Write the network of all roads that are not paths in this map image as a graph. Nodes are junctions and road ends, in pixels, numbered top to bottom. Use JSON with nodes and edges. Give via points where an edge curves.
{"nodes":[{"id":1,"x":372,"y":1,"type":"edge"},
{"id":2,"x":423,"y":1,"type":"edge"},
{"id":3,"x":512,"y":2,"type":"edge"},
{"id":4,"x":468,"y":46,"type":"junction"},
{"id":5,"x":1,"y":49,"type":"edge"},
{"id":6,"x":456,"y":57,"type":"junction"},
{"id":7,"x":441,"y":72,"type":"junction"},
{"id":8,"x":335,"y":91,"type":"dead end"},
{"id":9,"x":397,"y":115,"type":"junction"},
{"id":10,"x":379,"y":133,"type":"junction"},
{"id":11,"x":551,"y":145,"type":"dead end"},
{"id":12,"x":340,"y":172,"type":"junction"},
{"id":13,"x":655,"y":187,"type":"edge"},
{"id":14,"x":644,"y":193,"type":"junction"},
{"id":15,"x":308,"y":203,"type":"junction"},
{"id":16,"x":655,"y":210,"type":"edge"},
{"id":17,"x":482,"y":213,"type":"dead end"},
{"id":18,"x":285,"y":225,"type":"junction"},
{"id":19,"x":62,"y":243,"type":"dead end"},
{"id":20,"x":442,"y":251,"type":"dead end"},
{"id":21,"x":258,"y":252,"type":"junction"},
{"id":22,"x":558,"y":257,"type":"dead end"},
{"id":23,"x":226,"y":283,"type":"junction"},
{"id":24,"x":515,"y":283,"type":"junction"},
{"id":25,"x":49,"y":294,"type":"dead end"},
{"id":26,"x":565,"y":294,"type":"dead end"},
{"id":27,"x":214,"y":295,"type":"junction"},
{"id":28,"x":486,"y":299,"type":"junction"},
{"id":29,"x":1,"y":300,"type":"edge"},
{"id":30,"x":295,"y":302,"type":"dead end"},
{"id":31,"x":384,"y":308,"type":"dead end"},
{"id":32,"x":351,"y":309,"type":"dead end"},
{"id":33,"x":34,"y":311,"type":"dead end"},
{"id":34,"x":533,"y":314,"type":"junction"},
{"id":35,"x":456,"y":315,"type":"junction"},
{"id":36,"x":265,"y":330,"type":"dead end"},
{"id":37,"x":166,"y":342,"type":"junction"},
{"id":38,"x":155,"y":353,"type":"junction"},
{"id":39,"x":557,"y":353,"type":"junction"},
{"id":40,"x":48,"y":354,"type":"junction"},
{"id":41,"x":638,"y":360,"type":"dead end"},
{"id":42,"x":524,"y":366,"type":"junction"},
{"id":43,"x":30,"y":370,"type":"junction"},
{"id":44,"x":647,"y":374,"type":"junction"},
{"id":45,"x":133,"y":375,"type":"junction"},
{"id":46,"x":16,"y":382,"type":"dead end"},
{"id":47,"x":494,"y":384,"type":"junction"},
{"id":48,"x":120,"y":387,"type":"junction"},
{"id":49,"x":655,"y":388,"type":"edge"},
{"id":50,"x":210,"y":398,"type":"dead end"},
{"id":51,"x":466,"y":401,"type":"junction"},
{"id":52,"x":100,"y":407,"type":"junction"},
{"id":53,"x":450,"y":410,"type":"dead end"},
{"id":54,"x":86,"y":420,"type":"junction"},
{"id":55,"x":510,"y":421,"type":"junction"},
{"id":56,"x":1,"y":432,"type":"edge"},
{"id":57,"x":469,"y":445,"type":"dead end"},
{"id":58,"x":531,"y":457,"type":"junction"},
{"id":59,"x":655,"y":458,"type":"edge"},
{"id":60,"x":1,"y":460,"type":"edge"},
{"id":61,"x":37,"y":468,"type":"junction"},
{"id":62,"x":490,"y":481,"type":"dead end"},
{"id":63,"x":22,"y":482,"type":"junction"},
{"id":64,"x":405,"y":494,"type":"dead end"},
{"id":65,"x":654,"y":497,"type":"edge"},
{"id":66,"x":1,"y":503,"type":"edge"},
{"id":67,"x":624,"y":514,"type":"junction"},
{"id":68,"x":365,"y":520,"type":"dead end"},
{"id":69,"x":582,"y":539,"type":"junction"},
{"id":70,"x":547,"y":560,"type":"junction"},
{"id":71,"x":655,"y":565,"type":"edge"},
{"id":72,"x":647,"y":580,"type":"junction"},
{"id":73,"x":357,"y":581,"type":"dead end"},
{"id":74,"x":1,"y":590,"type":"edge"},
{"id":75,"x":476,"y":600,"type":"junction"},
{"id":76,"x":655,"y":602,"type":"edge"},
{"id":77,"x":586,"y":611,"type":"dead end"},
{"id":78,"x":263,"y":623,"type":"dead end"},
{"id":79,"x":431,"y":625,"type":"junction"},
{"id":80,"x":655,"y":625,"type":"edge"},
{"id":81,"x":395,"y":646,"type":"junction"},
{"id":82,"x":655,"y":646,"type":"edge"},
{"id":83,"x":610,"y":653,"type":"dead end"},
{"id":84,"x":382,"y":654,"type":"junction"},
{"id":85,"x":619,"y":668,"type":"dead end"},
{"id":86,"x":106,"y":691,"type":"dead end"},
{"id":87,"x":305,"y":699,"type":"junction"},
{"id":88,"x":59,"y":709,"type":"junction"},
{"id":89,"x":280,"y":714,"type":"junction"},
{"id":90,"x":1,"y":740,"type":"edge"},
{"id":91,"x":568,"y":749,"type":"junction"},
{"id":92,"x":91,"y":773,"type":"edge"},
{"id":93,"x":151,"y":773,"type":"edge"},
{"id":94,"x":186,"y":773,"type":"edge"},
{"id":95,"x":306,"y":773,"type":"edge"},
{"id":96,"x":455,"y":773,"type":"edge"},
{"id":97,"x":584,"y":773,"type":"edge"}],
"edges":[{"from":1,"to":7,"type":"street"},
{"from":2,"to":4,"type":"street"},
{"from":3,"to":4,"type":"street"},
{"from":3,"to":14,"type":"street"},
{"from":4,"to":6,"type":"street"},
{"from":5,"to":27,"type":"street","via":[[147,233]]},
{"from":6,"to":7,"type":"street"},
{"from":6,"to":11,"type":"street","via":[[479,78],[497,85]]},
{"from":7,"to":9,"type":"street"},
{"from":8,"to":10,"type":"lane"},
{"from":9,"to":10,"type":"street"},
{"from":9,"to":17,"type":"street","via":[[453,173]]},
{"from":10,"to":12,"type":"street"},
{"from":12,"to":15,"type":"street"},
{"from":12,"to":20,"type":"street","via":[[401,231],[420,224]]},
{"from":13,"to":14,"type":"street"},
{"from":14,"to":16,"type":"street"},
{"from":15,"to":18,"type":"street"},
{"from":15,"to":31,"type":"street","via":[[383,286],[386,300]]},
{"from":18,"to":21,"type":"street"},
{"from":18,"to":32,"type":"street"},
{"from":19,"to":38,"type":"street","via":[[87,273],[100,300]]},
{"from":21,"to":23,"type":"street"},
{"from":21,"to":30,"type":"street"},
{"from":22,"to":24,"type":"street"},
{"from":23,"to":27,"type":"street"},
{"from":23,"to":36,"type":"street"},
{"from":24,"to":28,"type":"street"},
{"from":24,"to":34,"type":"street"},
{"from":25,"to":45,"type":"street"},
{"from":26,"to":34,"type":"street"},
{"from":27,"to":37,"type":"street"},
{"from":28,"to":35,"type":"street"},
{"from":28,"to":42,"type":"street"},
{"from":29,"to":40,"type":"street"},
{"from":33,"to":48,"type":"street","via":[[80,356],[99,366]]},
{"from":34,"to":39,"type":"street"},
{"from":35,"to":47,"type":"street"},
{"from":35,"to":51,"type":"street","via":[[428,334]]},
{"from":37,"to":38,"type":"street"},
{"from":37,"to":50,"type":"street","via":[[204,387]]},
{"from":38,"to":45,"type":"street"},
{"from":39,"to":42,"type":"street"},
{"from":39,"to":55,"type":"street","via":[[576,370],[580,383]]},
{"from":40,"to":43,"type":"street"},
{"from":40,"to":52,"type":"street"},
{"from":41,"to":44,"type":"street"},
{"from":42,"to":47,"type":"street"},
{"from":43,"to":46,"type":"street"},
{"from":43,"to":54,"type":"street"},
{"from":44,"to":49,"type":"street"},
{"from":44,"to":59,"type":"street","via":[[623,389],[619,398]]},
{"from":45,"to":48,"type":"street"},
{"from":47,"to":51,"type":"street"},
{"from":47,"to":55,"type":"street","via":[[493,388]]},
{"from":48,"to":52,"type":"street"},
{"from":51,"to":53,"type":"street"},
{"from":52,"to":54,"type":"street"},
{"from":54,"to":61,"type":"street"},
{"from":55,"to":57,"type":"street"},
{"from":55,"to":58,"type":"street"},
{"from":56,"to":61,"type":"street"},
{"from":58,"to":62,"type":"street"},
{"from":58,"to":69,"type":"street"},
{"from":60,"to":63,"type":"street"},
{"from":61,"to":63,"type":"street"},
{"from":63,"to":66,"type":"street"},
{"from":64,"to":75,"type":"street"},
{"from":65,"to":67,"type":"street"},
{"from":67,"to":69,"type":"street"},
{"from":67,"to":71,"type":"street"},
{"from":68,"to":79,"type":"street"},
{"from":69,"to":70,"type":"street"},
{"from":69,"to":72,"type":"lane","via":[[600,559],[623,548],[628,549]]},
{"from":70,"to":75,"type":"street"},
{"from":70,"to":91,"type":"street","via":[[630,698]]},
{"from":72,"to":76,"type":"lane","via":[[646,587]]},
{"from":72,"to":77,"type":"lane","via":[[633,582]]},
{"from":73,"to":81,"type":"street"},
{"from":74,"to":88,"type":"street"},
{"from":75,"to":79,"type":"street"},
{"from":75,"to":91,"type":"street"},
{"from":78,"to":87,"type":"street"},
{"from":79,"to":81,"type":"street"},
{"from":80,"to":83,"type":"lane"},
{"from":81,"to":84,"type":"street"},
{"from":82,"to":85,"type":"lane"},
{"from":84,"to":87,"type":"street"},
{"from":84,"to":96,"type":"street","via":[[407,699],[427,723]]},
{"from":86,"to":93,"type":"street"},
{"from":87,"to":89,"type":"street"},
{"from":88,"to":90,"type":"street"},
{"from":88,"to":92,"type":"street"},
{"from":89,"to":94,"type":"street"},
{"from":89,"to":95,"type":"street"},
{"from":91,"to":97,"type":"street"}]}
___
- _Required work_
Reply with nothing but the number of lines in the entries above that hold the string "lane".

- _Expected output_
6